In the fall of 1856 George Bridgman arrived in Lake Township from Massachusetts and, along with Warren Howe and Charles F. Howe, formed the Charlotte Lumber Company. A large steam-powered sawmill was built at a cost of $20,000 near the present intersection of Lake Street and Red Arrow Highway. To facilitate the logging & milling operation, and the shipment of the final product by schooner, a pier was built into Lake Michigan. A narrow-gauge railway was constructed, running from the mill to the lake, along with several branches into the timber, about seven miles of track in all.
The area around the mill came to be known as Charlotteville after the company and in honor of Mr. Howe’s wife, Charlotte. A few years later, in 1861, a post office was established and given the name Laketon due to its being located in Lake Township. In 1863 the mill was destroyed by fire. Two other mills were erected on the same site and shared the same fate, the last one being consumed in 1870. Since most of the virgin timber had been harvested by that time, this last destruction of the mill prompted the Howes to move on to other pursuits.
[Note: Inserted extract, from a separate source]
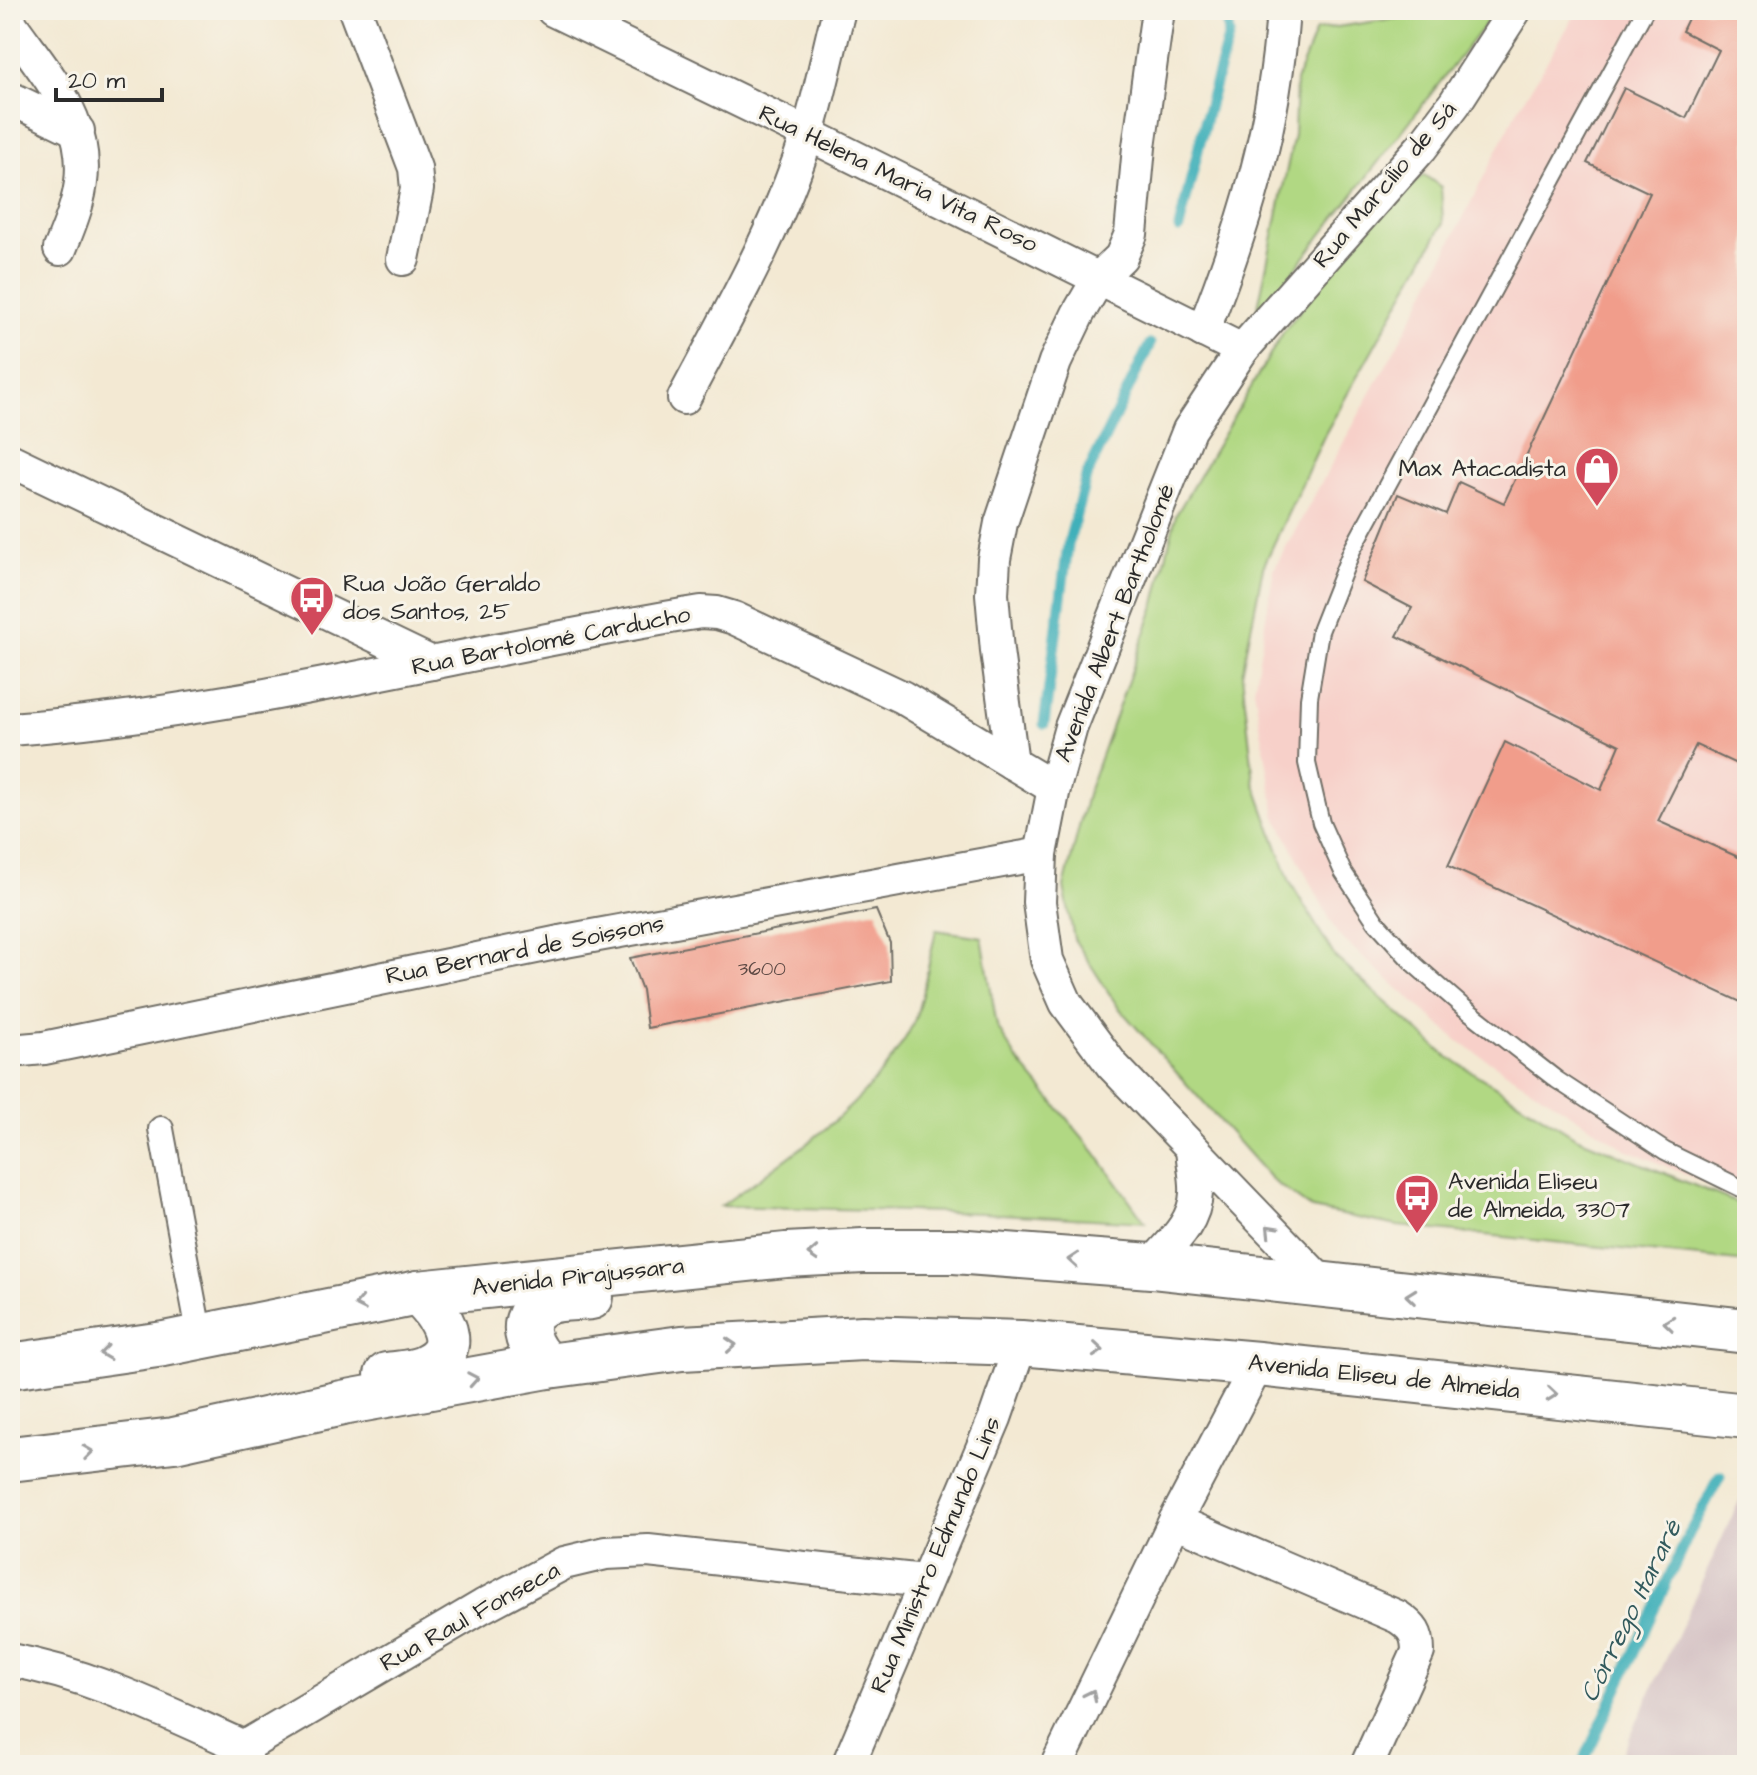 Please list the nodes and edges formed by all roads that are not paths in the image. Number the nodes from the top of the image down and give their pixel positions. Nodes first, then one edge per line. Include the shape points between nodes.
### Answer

Anticipating the eventual depletion of the timber, George Bridgman wisely diversified his holdings during the 1860’s, and gradually acquired several hundred acres of land east of the mill, including all of the present-day downtown area. He began engaging himself in the growing of fruit trees and general farming. In 1869 Mr. Bridgman entered into an agreement with the Chicago and Lakeshore Railroad, granting the company a right-of-way through his land. In return for the right-of-way and a reliable supply of water for the steam locomotives, the railroad agreed to erect and maintain a depot to serve the area.
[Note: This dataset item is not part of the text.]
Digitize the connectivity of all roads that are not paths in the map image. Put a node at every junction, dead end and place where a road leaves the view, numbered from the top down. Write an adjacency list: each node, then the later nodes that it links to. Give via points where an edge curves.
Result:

Mr. Bridgman then laid out a village near the depot site, recording it at the Berrien County Court House in 1870. The railroad completed construction in 1871 and assigned the name “Bridgman” to the depot. The post office designation was officially changed from Laketon to Bridgman that same year.
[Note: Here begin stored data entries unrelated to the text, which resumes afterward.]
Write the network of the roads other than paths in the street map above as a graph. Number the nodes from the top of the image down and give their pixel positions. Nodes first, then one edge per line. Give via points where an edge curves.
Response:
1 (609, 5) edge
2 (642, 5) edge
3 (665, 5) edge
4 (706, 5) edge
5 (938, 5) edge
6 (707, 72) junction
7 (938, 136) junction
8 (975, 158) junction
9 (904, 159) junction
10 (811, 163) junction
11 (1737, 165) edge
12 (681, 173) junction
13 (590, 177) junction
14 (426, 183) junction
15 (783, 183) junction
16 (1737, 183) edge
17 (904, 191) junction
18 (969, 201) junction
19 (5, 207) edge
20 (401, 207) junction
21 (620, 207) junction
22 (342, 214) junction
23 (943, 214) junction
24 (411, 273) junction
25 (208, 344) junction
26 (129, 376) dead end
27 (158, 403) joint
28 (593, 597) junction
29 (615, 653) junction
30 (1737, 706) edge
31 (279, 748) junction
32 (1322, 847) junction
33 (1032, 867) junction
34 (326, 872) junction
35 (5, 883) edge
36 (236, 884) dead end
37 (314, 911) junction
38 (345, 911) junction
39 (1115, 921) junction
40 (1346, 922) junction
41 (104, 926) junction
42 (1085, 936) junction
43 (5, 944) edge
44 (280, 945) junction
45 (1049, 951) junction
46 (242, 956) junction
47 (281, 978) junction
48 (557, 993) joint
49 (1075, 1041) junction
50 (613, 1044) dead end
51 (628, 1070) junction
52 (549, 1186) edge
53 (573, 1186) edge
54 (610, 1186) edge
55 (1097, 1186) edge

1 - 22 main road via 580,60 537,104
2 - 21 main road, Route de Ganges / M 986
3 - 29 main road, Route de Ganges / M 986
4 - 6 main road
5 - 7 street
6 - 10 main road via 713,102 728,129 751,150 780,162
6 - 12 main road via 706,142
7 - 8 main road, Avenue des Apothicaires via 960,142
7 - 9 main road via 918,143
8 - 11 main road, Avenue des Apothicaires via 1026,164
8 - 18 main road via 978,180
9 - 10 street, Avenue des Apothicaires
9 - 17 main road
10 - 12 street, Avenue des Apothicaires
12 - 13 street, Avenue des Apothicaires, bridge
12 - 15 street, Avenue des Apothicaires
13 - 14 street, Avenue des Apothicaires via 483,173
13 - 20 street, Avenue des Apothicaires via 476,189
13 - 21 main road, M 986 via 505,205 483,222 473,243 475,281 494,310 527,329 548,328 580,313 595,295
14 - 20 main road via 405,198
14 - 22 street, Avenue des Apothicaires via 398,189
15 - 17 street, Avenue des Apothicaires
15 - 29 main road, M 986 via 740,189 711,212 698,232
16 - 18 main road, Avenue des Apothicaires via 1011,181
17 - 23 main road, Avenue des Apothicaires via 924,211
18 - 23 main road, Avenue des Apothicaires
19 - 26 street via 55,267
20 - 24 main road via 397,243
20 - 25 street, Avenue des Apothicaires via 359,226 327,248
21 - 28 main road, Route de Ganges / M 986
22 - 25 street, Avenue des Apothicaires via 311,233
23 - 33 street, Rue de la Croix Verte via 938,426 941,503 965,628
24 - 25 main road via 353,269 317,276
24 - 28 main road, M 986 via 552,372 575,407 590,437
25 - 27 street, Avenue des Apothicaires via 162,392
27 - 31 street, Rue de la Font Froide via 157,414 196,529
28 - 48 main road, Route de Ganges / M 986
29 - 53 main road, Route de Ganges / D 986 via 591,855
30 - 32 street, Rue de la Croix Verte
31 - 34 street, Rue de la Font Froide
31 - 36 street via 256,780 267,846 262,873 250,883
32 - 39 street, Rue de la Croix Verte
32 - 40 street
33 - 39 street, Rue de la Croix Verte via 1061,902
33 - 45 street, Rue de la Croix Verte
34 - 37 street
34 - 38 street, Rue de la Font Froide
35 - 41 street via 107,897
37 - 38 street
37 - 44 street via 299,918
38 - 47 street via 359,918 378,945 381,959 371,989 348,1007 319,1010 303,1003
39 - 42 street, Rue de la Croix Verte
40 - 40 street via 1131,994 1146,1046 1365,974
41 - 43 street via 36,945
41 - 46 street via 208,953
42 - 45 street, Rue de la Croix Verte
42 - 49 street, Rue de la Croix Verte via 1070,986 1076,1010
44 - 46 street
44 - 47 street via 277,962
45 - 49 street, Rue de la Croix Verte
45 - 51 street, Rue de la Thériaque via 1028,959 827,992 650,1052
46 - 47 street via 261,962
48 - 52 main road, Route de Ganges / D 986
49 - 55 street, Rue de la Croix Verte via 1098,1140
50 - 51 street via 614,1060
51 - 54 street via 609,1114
The coming of the railroad quickly gave rise to the nursery business in Bridgman. Mr. Bridgman and other growers could now ship their stock to any part of the country, wholesale and retail. They specialized in fruit trees, berry plants, grapevines and ornamental trees and shrubs. Recognizing an opportunity, other enterprising farmers along the track from St. Joseph to New Buffalo entered the nursery business. But the town of Bridgman by far led the pack in terms of annual volume of nursery stock shipped, and it remained the epicenter of the nursery business in Southwest Michigan for nearly a century. Some prominent family names associated with nurseries in Bridgman are Baldwin, Ackerman, Whitten, Weston, Stahelin, Rambo, Kreiger, Dass and Rokely. Only the Rambo and Kreiger nurseries remain in business in Bridgman to this day.
George and Sarah Bridgman’s son, George W. Bridgman, became prominent in his own right. He worked for the Treasury Department during the Civil War, and he served in the Honor Guard for President Lincoln’s funeral. He became a lawyer and was Circuit Judge for Berrien County in the early part of the 20th Century. His son, George C. Bridgman, was Berrien County Sheriff during the 1920’s.
There being no other male children born to the Bridgman line, the surname was not carried forward to the present day. However Judge Bridgman’s sister, Sarah E. Bridgman, married Frank Ackerman in 1881 and they had four sons -- Walter, Robert, Earl and Willard Ackerman. Earl married and moved to Muskegon at an early age and raised his family in that area. Willard married but had no children. Walter and Robert married and raised large families in Bridgman, and through them many of George Bridgman’s descendants live in and around the Bridgman area today.